Ma seconde remarque concernera l’ambiance autour de cette réunion. Pour le sommet de l’Alba qui regroupe neuf Etats, il n’y a pas l’habituelle construction de camp retranché avec grillage, grande armée de policiers, militaires, hélicoptères et tout le grand déballage qui rappelle l’extrême coupure entre le commun des mortels et les dirigeants. Ici tout le monde se retrouve, mouvement sociaux et gouvernants pour des marches de rues et des meetings de clôture. Et ma dernière remarque à cette heure portera sur le texte qui a été adopté.

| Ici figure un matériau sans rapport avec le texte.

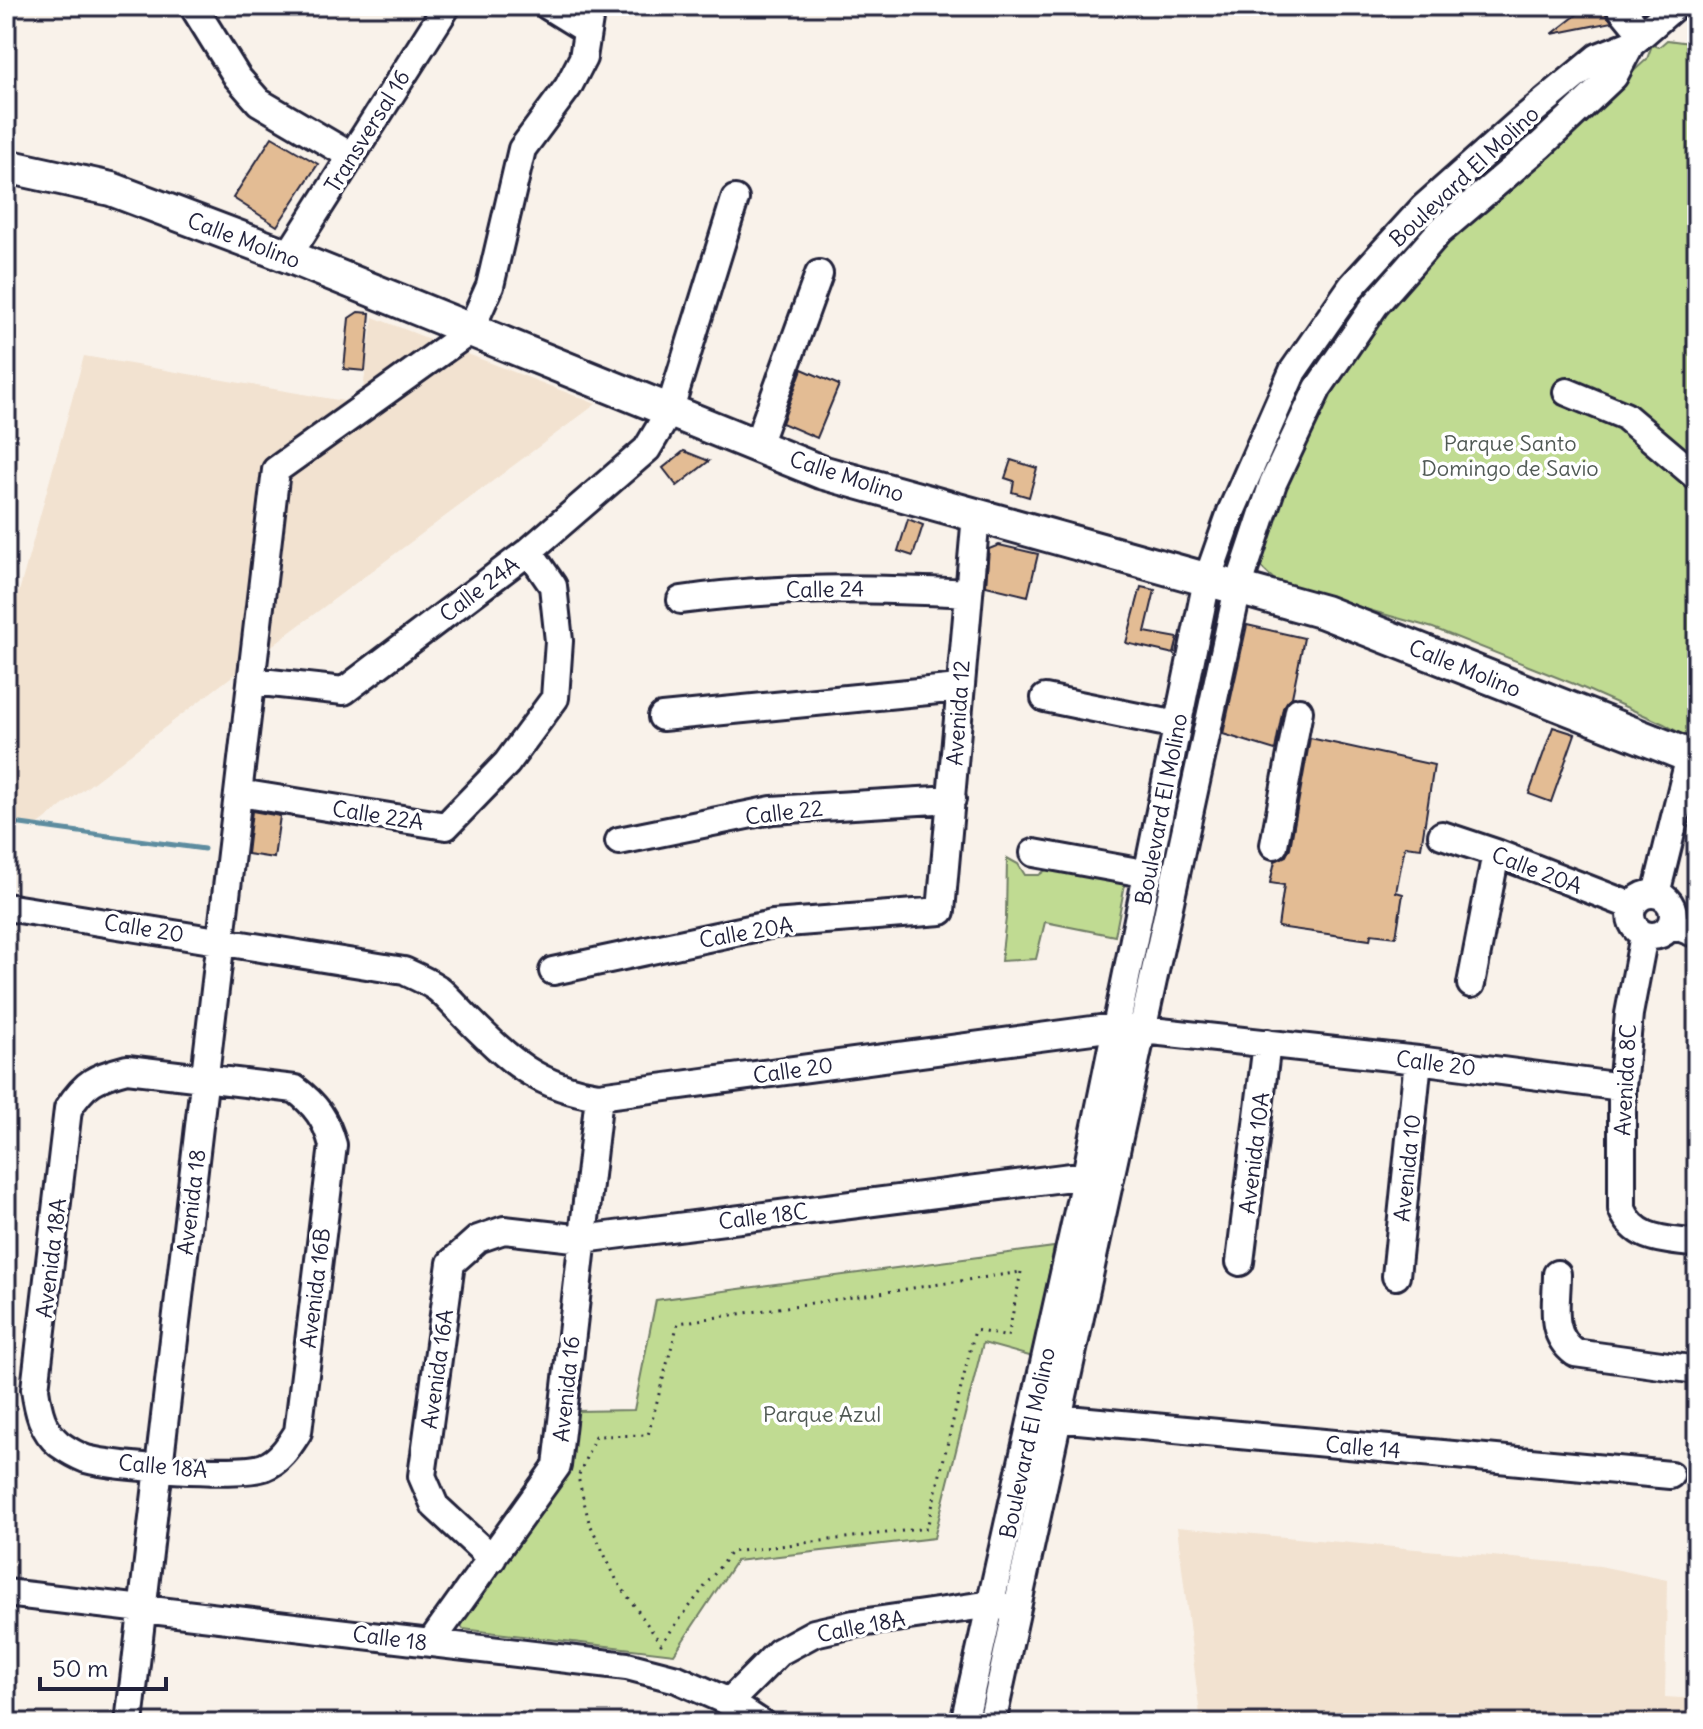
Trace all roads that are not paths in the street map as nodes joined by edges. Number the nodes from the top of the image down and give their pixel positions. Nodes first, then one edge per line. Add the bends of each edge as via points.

Nicolas Maduro a eu raison de dire que c’est le texte international le plus avancé dont dispose cette période puisqu‘il est le seul à parler intérêt général, service public et opposition aux traités de libre commerce. Pour ma part j’ai été très heureux de voir inscrit le thème des tribunaux d’arbitrage porté très fortement par les équatoriens à cette heure. Je crois que c’est une question essentielle dans le nouvel ordre juridique mondial à cette étape de la grande régression néo libérale. Nous allons avoir à en connaitre en Europe dans le cadre de la négociation du grand marché transatlantique puisque les nord-américains et la commission européenne sont partisans de reconnaitre l’autorité de tels tribunaux en cas de litige entre les états et les investisseurs. En ce sens l’Alba est un appui direct à notre lutte avec son texte et son engagement politique pour un ordre juridique international égalitaire.